■ Exercise directions: If an entry holds a picture, leave the picture out and copy the rest of the listing exactly.

■ Listed records:
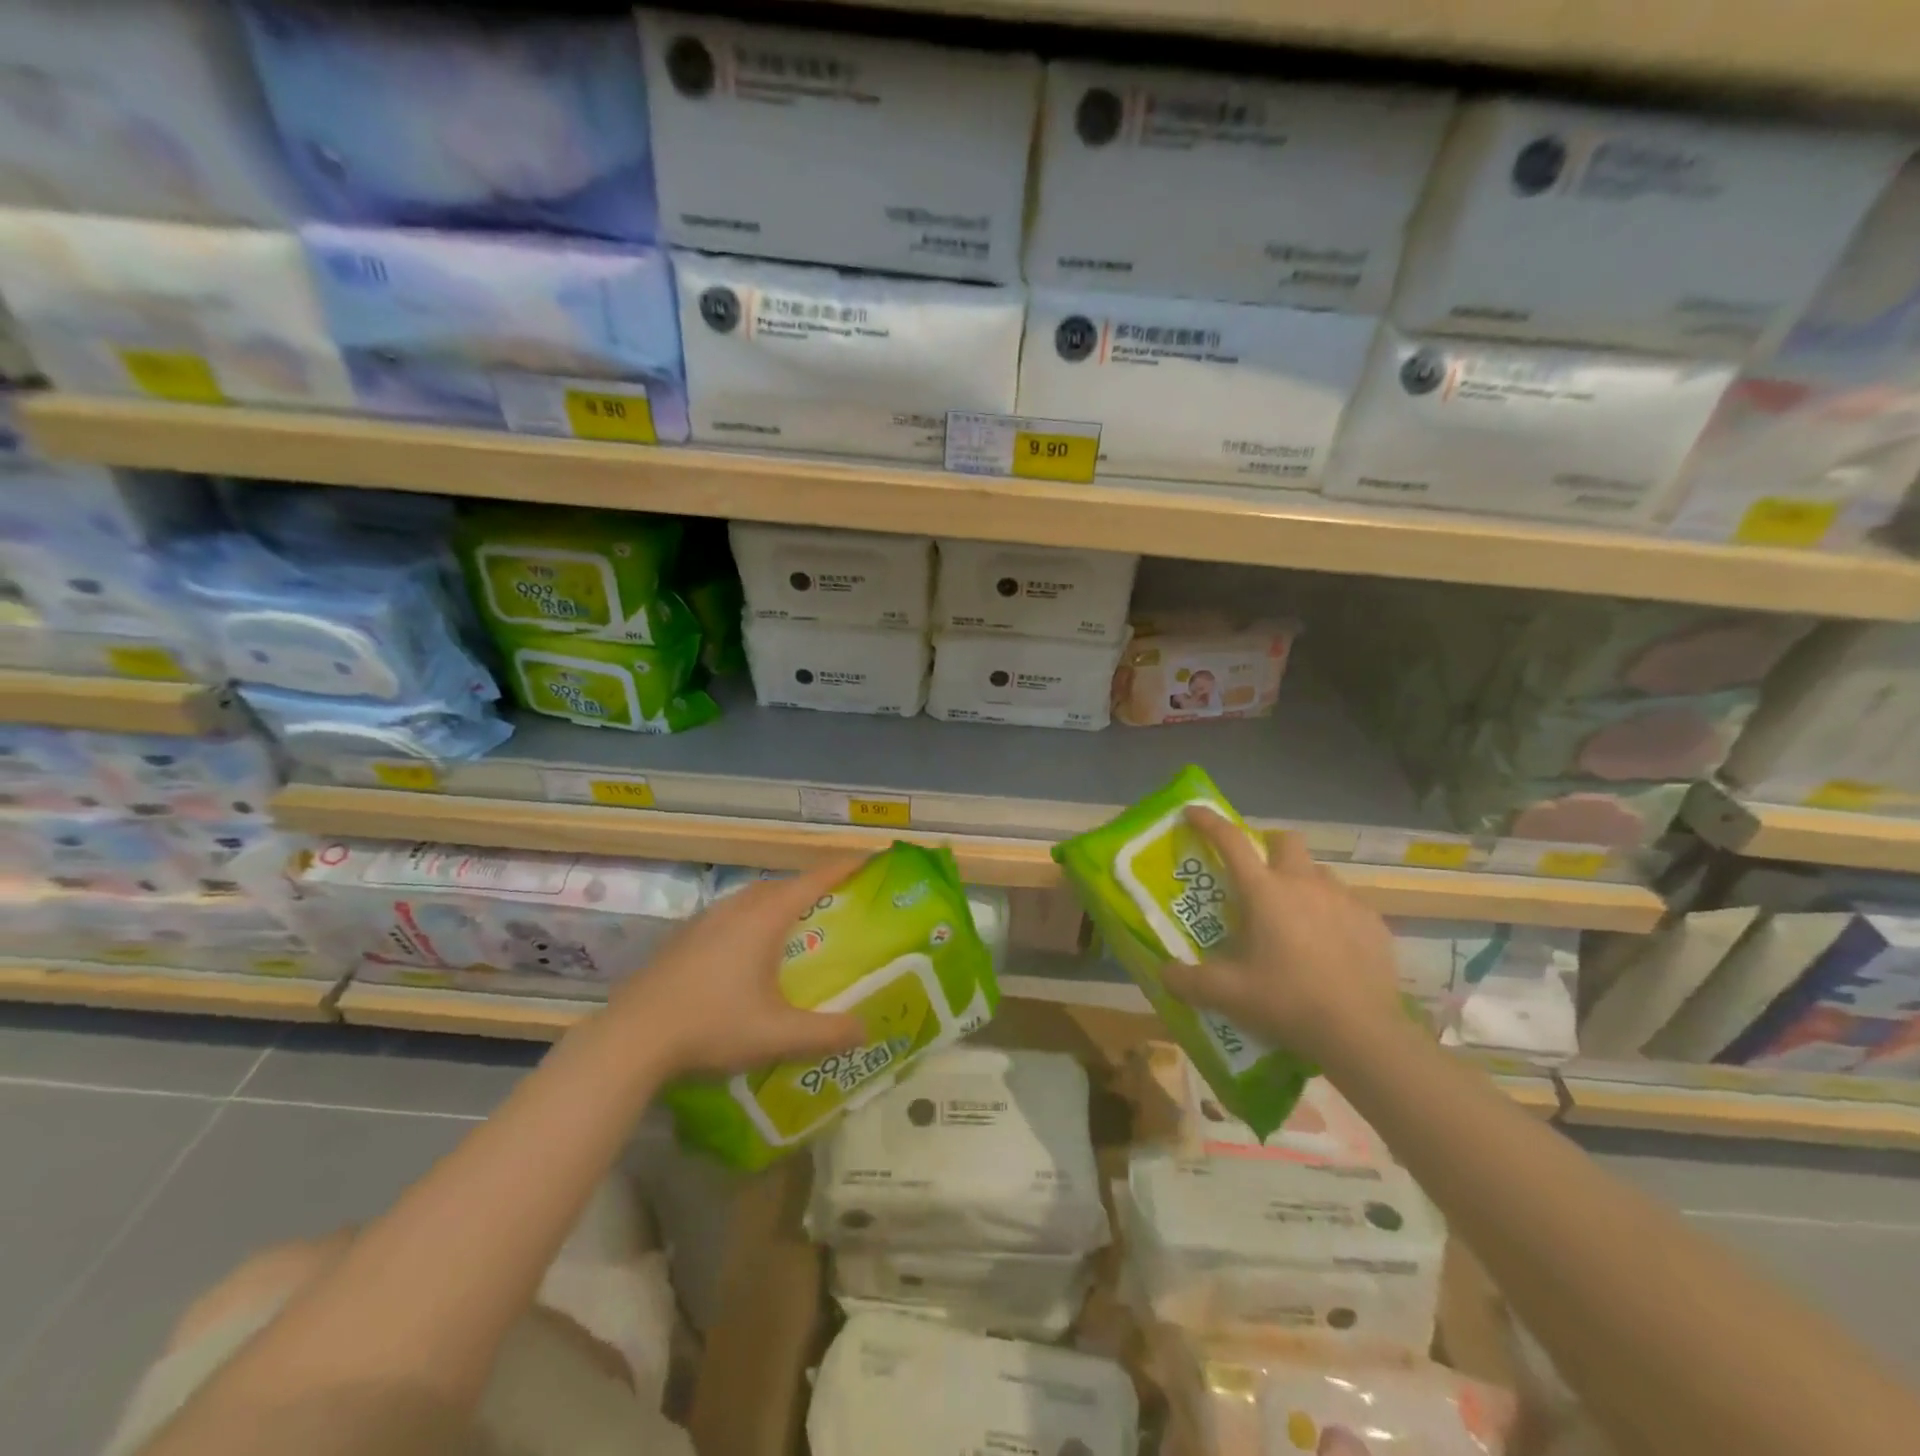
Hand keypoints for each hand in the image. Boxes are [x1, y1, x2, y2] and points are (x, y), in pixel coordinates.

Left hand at [611, 857, 866, 1076]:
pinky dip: (751, 919)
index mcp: (764, 918)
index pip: (813, 880)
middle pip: (782, 885)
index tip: (868, 857)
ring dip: (777, 901)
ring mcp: (704, 921)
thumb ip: (827, 1033)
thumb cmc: (712, 1026)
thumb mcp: (778, 1035)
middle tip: (836, 900)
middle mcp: (735, 909)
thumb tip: (866, 1030)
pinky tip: (745, 951)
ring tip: (794, 923)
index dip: (843, 866)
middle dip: (811, 886)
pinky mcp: (682, 938)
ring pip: (751, 898)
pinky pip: (729, 915)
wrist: (632, 1038)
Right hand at [1160, 807, 1403, 1062]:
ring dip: (1302, 883)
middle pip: (1285, 841)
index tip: (1192, 812)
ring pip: (1318, 872)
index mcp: (1264, 892)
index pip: (1230, 841)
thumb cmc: (1287, 1001)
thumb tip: (1164, 973)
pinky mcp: (1373, 922)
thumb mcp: (1227, 994)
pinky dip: (1332, 914)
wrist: (1361, 1032)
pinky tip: (1329, 947)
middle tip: (1258, 878)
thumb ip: (1187, 981)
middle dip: (1269, 848)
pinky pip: (1347, 904)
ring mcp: (1344, 900)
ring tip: (1295, 918)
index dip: (1208, 822)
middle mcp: (1304, 883)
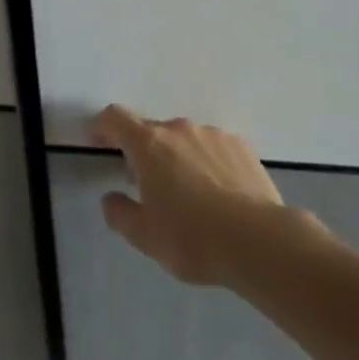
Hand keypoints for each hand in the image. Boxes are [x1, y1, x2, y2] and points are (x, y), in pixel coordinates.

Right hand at [91, 105, 307, 285]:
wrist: (260, 242)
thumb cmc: (193, 238)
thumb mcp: (145, 237)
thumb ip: (120, 214)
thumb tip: (111, 198)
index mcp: (149, 144)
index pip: (115, 117)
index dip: (102, 126)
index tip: (98, 142)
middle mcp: (178, 129)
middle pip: (151, 130)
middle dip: (143, 152)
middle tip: (146, 185)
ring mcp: (212, 134)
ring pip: (184, 139)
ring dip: (177, 157)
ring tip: (189, 194)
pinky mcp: (241, 147)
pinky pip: (213, 148)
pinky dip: (207, 162)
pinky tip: (219, 194)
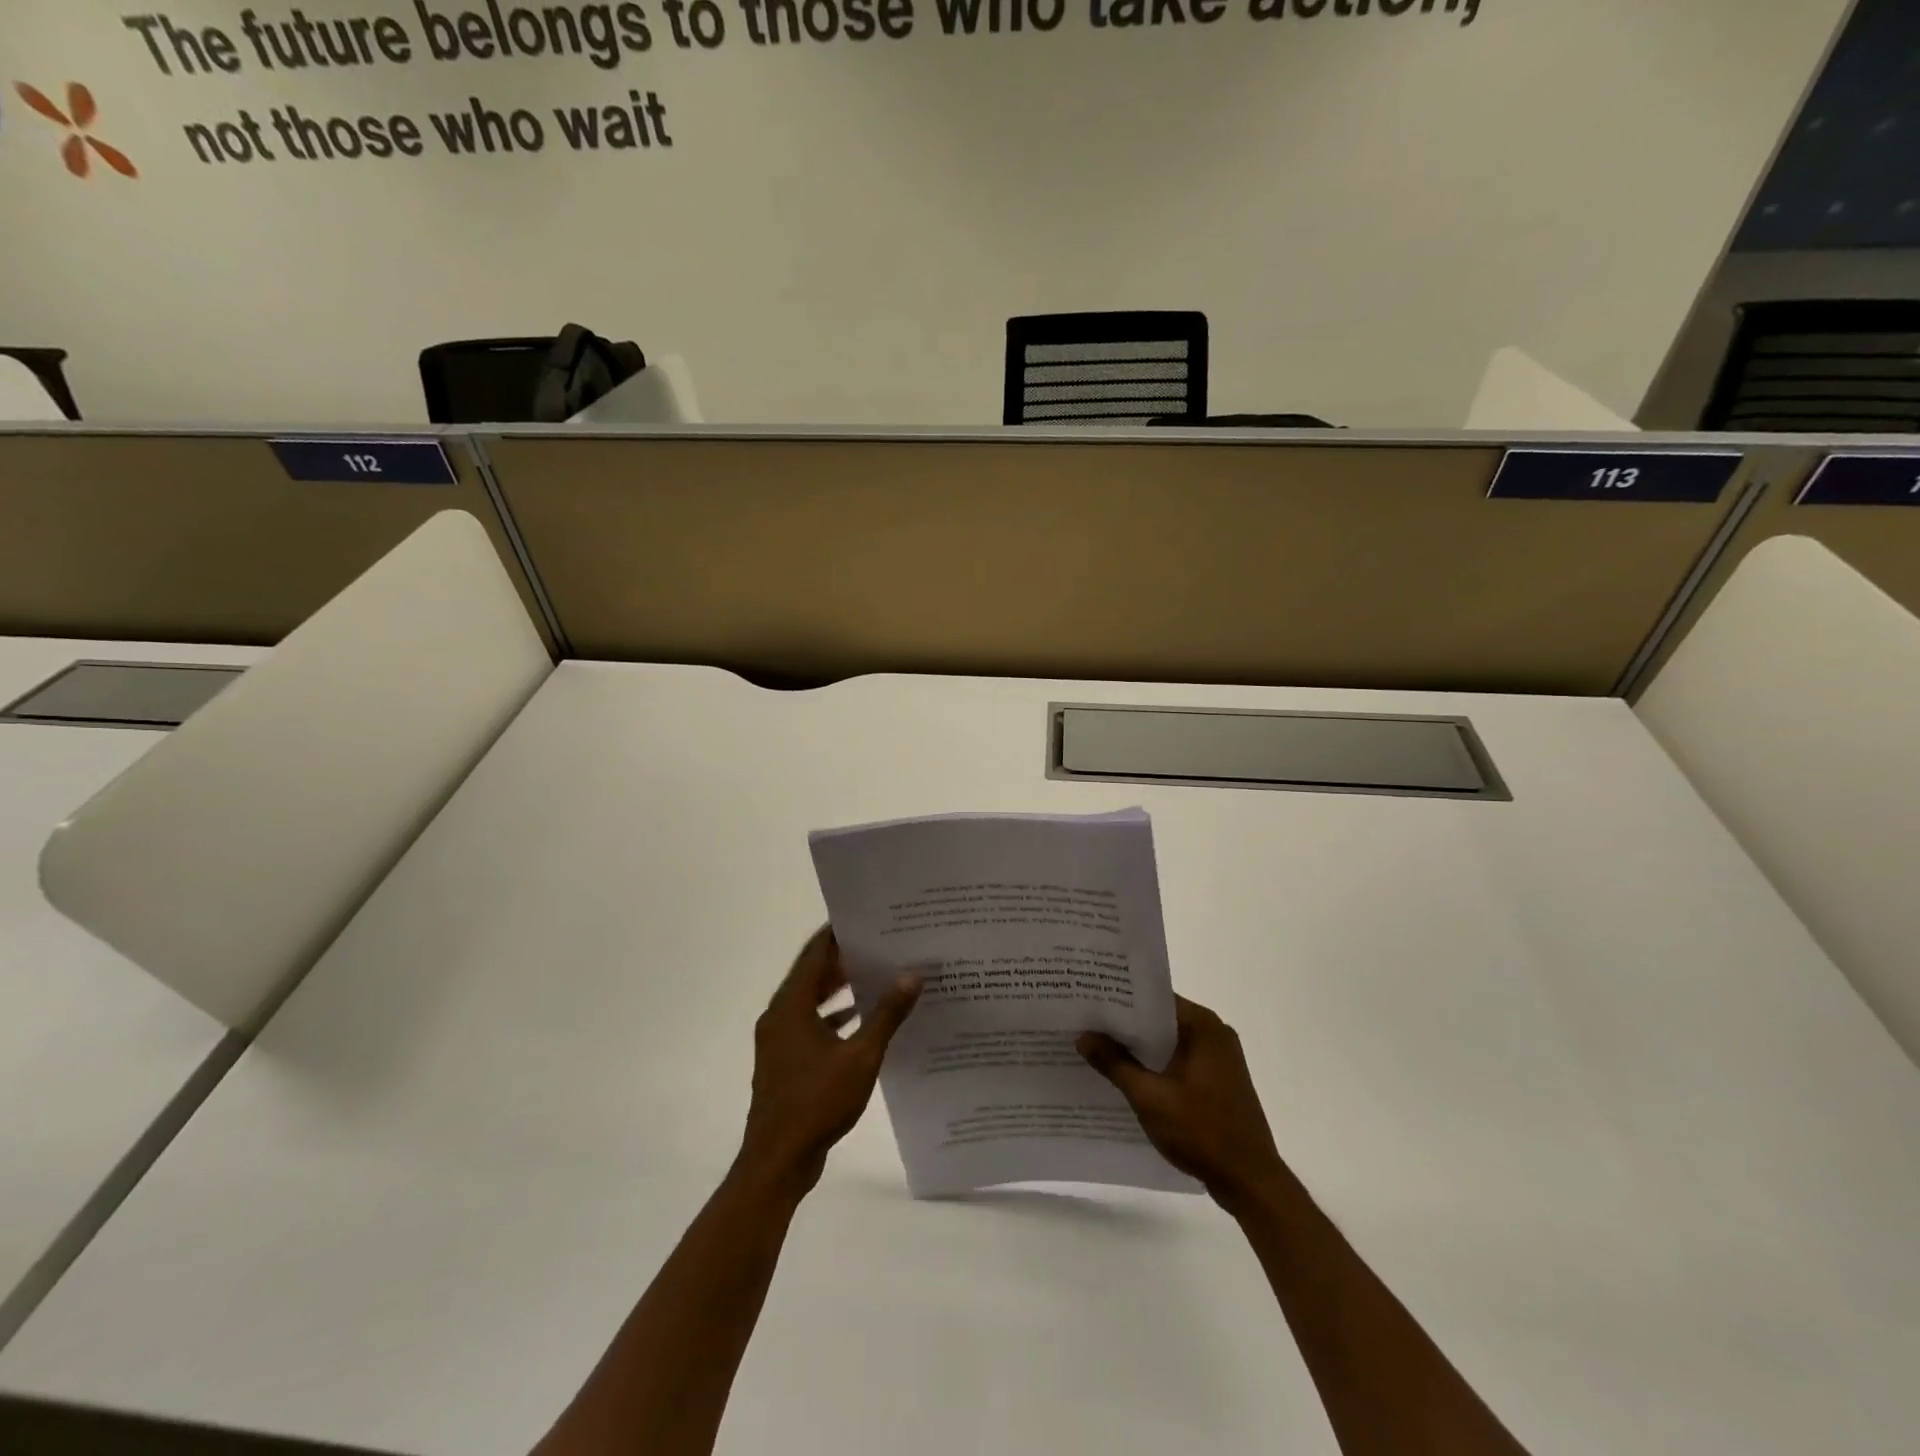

■ Result below:
Hand keypoints for each hand in the image. Boxes are [x1, y1, x2, y2] and points are (x, y), in pixel coordinates.

Left hand at [611, 857, 866, 1076]:
pinky dip: (751, 919)
index mcp: (764, 918)
index pip: (813, 880)
middle pip: (782, 885)
index tip: (868, 857)
ring dip: (777, 901)
ring mcp: (704, 921)
thumb ip: (827, 1033)
thumb cmc: (712, 1026)
thumb mcp: (778, 1035)
middle tip: (836, 900)
middle mcp: (735, 909)
thumb tip: (866, 1030)
pinky tip: (745, 951)
ring tip: (794, 923)
index dip: (843, 866)
middle dip: (811, 886)
pinky mcp: (682, 938)
ring pip: (751, 898)
pinky pip: (729, 915)
wrist: (632, 1038)
Right hand at [1160, 807, 1403, 1062]:
ring dip: (1302, 883)
middle pip: (1285, 841)
index tip: (1192, 812)
ring pip: (1318, 872)
index mcp: (1264, 892)
index pip: (1230, 841)
thumb cmc: (1287, 1001)
thumb tip: (1164, 973)
pinky mcp: (1373, 922)
thumb mcp: (1227, 994)
pinky dip: (1332, 914)
wrist: (1361, 1032)
pinky tip: (1329, 947)
middle tip: (1258, 878)
thumb ip: (1187, 981)
middle dip: (1269, 848)
pinky pip: (1347, 904)
ring mcp: (1344, 900)
ring tip: (1295, 918)
index dip: (1208, 822)
middle mcp: (1304, 883)
Hand keypoints for each hand in the image. Boxes are [x1, y1, x2, y2] and points are (x, y), in pixel coordinates.

Right hand at [91, 105, 307, 285]:
wrist: (260, 242)
thumb cmc: (193, 238)
thumb mcp: (145, 237)
thumb ip: (120, 214)
thumb tip: (111, 198)
index mcp: (149, 144)
index pip: (115, 117)
index dip: (102, 126)
index tip: (98, 142)
middle mcp: (178, 129)
middle pip: (151, 130)
middle dip: (143, 152)
middle tip: (146, 185)
ring mcp: (212, 134)
ring pip: (184, 139)
ring dip: (177, 157)
ring tip: (189, 194)
pinky mcp: (241, 147)
pinky pip: (213, 148)
pinky dip: (207, 162)
pinky tip: (219, 194)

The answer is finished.